Поведение и текст отмечают с разных сторон границы традиции, в толще которой происходит постепенное овладение опытом, заключающееся в ряде описанных выше процедур. История этого овладения есть история написания текста. Так традиция совмещает в себе и примиряет собой поведение и текст. Непонятно, к чему оспаривать наличие опыта в таком, сильно укрощенном его варианте. Разве это наличие оспаривается, когда речь идет о других произведениях мировой литературы? Да есть ли здесь, вообще говоря, какая-либо проблема? Кажется, что нет, по крайней мере, в намеченной выше перспективе.

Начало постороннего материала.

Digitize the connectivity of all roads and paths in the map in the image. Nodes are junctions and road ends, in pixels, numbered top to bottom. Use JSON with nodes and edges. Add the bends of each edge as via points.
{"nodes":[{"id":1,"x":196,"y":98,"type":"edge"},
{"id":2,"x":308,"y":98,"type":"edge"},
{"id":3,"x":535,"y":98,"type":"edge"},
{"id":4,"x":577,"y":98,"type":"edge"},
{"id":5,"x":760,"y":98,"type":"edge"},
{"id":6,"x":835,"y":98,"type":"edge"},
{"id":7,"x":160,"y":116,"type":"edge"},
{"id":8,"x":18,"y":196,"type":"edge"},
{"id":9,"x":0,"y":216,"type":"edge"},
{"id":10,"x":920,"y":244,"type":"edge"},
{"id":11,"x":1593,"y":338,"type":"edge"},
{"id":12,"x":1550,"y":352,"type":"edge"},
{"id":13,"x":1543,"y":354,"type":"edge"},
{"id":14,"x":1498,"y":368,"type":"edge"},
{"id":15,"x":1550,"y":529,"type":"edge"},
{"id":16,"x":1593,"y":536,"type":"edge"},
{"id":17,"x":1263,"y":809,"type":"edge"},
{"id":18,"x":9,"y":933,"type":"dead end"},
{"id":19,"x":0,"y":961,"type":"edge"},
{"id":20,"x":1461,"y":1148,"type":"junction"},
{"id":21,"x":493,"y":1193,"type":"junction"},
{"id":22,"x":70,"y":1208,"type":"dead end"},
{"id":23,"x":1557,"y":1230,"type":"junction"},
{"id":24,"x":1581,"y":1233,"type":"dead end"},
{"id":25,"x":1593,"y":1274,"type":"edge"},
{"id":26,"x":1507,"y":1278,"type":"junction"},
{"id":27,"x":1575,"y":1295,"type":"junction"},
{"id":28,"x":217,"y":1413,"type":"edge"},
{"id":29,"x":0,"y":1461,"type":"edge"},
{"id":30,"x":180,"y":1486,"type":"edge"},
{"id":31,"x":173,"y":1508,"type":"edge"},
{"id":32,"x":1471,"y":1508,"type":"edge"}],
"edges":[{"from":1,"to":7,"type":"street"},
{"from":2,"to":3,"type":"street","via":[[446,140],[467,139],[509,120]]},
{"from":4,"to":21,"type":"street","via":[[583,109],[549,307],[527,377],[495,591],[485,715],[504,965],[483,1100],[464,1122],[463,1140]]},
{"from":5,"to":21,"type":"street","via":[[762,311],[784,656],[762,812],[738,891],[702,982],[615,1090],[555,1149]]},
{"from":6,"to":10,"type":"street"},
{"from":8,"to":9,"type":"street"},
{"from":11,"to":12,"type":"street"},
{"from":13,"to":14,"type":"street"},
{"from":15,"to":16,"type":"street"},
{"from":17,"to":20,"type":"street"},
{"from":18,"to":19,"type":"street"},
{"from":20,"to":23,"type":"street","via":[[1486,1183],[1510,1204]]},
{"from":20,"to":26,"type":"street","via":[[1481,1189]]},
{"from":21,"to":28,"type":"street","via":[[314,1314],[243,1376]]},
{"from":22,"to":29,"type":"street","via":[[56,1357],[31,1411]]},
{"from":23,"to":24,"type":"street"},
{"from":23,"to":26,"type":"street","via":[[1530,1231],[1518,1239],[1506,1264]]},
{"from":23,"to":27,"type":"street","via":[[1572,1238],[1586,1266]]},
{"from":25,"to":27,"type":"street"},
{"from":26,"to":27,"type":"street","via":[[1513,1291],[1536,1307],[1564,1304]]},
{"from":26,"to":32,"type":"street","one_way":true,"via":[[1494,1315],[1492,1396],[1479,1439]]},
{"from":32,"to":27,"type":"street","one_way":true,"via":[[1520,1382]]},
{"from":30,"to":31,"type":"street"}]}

VI. «Откровения» Элсбет фон Ойе: новаторство в традиции
1. Рукопись Rh 159
Уникальность «Откровений» цюрихской доминиканки Элсбет фон Ойе заключается в том, что они дошли до нас в автографе, собственноручной записи их составителя [1080] . Как раз это обстоятельство выводит исследования женской мистической традиции 1-й половины XIV века на существенно новый уровень, а именно в трех отношениях. «Откровения» являются не искаженным последующей правкой и заслуживающим доверия авторским свидетельством о мистических и аскетических практиках позднего Средневековья. «Откровения» могут быть приняты за точку отсчета при выявлении и оценке позднейших напластований в других памятниках монашеской письменности. Неся в себе многочисленные следы исправлений автора (поддающихся реконструкции), текст «Откровений» доступен изучению не только как результат, но и в ходе его написания.
1080
Приносим глубокую благодарность доктору В. Шнайдер-Аастину (W. Schneider-Lastin; Universitat Zurich) за предоставленную возможность ознакомиться с автографом Элсбет фон Ойе до его публикации.